The Black Heart Procession's fourth full-length album marks an ambitious departure, and not just because it's the band's only LP with a proper title (the first three were dubbed 1, 2 and 3). In the past, scenesters seemed unable to breathe the San Diego group's name without dwelling on vocalist and songwriter Pall A. Jenkins' depression, not to mention the dreariness of the music.
With Amore del Tropico, however, the Procession offers a stunning range of styles and moods -- as well as its usual smorgasbord of strange saws, strings and organs. "Did You Wonder" is downright energetic, while "Tropics of Love" and "Broken World" combine Latin percussion with swinging melodies. Songs like "Sympathy Crime" and "The Visitor" suggest that Jenkins and company have been consuming healthy portions of Pink Floyd albums, particularly the oddly compelling Animals.

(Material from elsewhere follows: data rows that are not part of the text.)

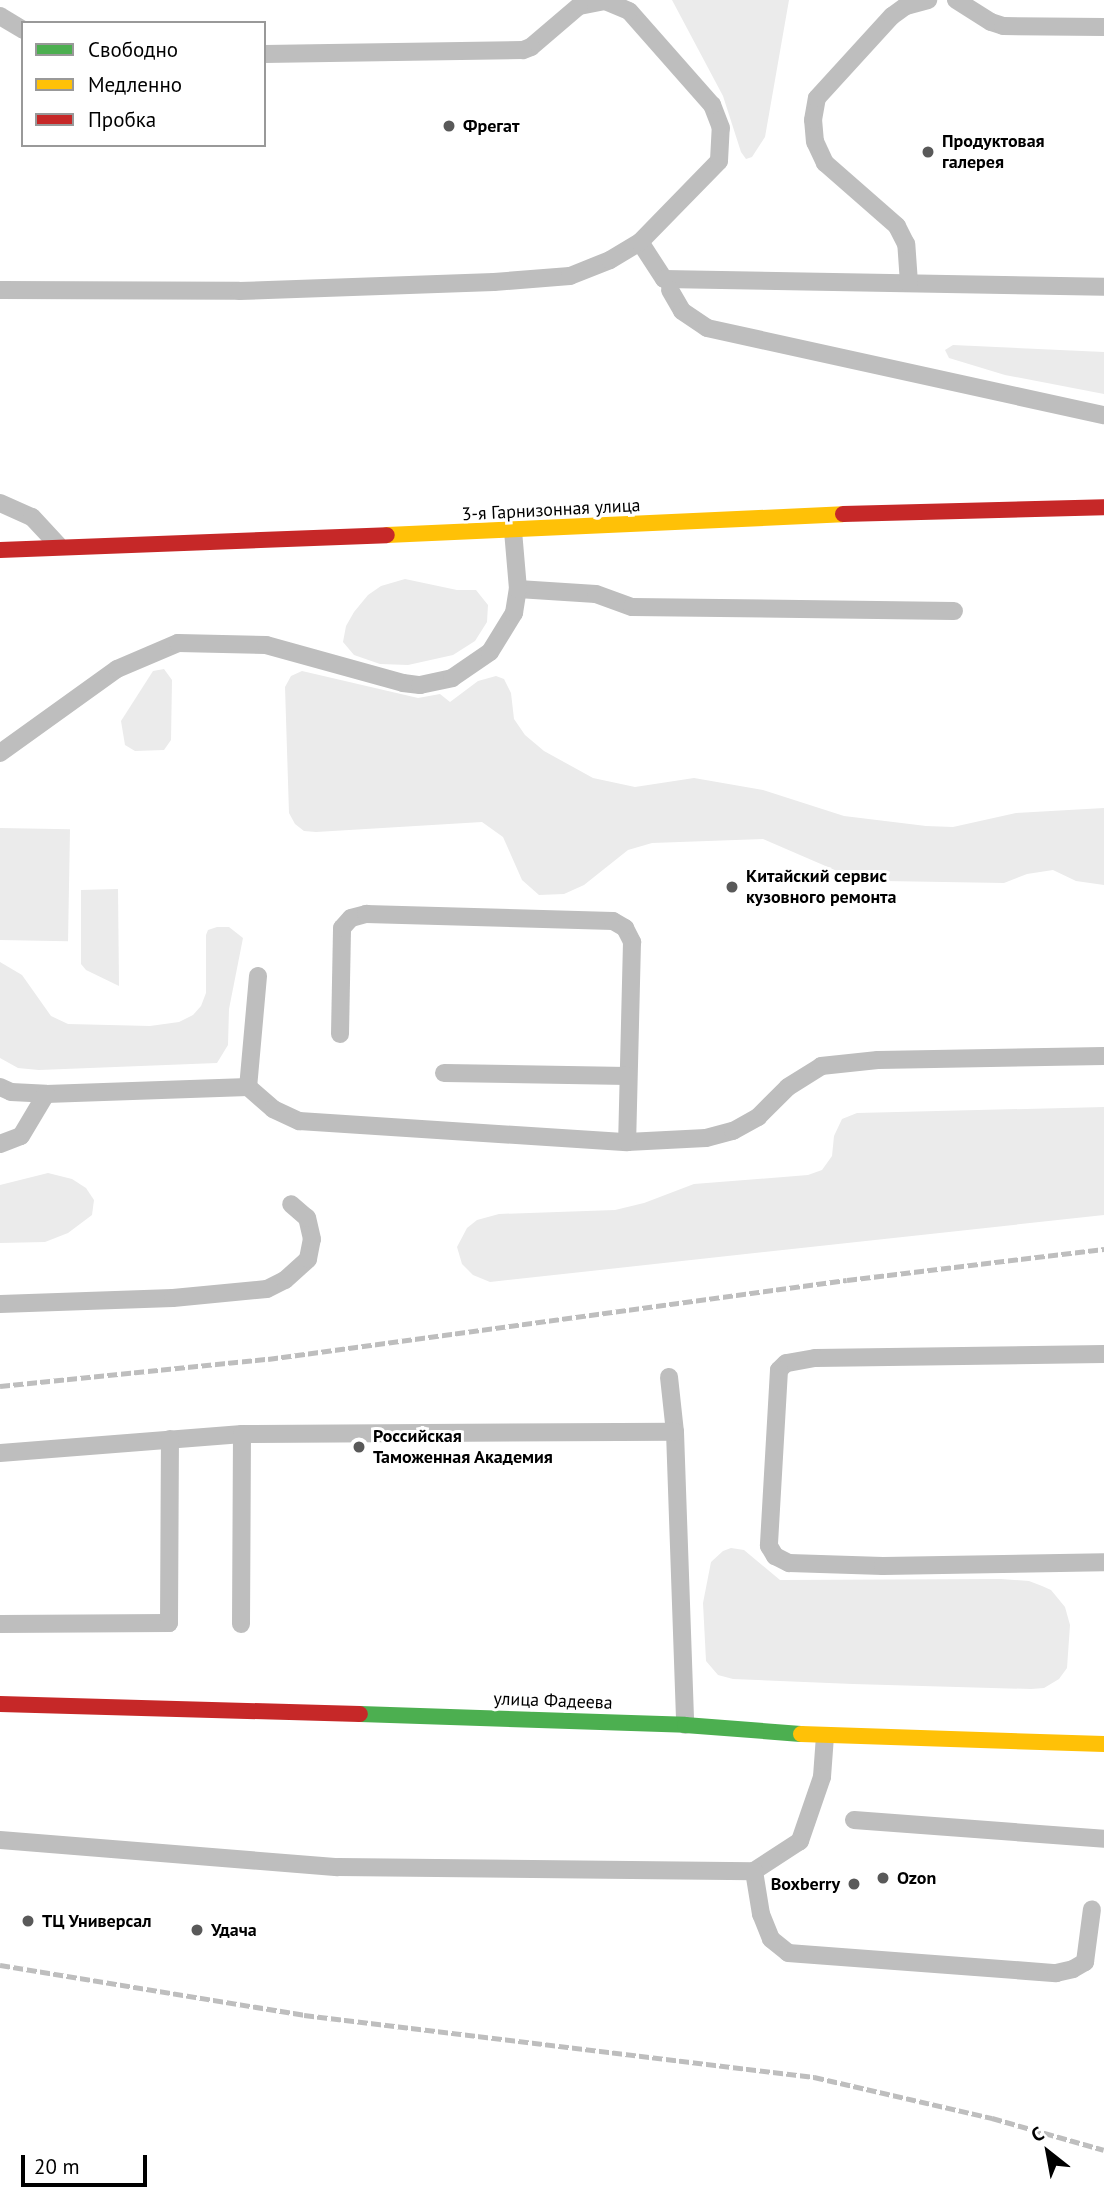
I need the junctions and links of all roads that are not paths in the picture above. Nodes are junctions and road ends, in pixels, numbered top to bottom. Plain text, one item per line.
1 (928, 0) edge
2 (956, 0) edge
3 (0, 16) edge
4 (1104, 27) edge
5 (21, 29) edge
6 (266, 54) edge
7 (640, 242) junction
8 (909, 283) junction
9 (1104, 287) edge
10 (0, 290) edge
11 (670, 290) dead end
12 (1104, 415) edge
13 (0, 503) edge
14 (1104, 507) edge
15 (513, 531) junction
16 (62, 550) junction
17 (0, 551) edge
18 (518, 589) junction
19 (954, 611) dead end
20 (0, 753) edge
21 (258, 976) dead end
22 (340, 1034) dead end
23 (1104, 1056) edge
24 (444, 1073) dead end
25 (628, 1076) junction
26 (0, 1087) edge
27 (248, 1087) junction
28 (46, 1094) junction
29 (627, 1142) junction
30 (0, 1144) edge
31 (291, 1204) dead end
32 (0, 1304) edge
33 (1104, 1354) edge
34 (669, 1377) dead end
35 (676, 1432) junction
36 (242, 1434) junction
37 (170, 1439) junction
38 (0, 1453) edge
39 (1104, 1562) edge
40 (0, 1624) edge
41 (241, 1624) dead end
42 (0, 1704) edge
43 (685, 1725) junction
44 (825, 1736) junction
45 (1104, 1744) edge
46 (854, 1820) dead end
47 (1104, 1839) edge
48 (0, 1840) edge
49 (754, 1871) junction
50 (1092, 1909) dead end

1 - 8 lane
2 - 4 lane
3 - 5 lane
6 - 7 lane
7 - 8 lane
7 - 10 lane
8 - 9 lane
11 - 12 lane
13 - 16 lane
14 - 15 street, 3-я Гарнизонная улица
15 - 16 street, 3-я Гарнизонная улица
15 - 18 lane
16 - 17 street, 3-я Гарнизонная улица
18 - 19 lane
18 - 20 lane
21 - 27 lane
22 - 25 lane
23 - 29 lane
24 - 25 lane
25 - 29 lane
26 - 28 lane
27 - 28 lane
27 - 29 lane
28 - 30 lane
31 - 32 lane
33 - 39 lane
34 - 35 lane
35 - 36 lane
35 - 43 lane
36 - 37 lane
36 - 41 lane
37 - 38 lane
37 - 40 lane
42 - 43 street, улица Фадеева
43 - 44 street, улица Фадеева
44 - 45 street, улица Фадеева
44 - 49 lane
46 - 47 lane
48 - 49 lane
49 - 50 lane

There's also plenty of vintage BHP gloom. "The Invitation" showcases a spooky piano, while the album's closer, "The One Who Has Disappeared," could stand as sorrowful cowboy music. "A Cry for Love" is a cleverly composed lounge number that's both sultry and mournful. Unfortunately, some of the sadder songs recall past bad habits. The rather monotonous melodies of "Broken World" and "A Sign on the Road" cause the album to drag, and some of Jenkins' lyrics suffer from being too literal. (Naming a song "Tropics of Love" is a bit hokey on its own, but making that phrase one of the song's oft-repeated lines is even more dangerous.)
Still, Amore del Tropico shows an incredible amount of maturation from the Black Heart Procession. On this record, the band finally proves that it's possible to be decidedly morose and highly eclectic.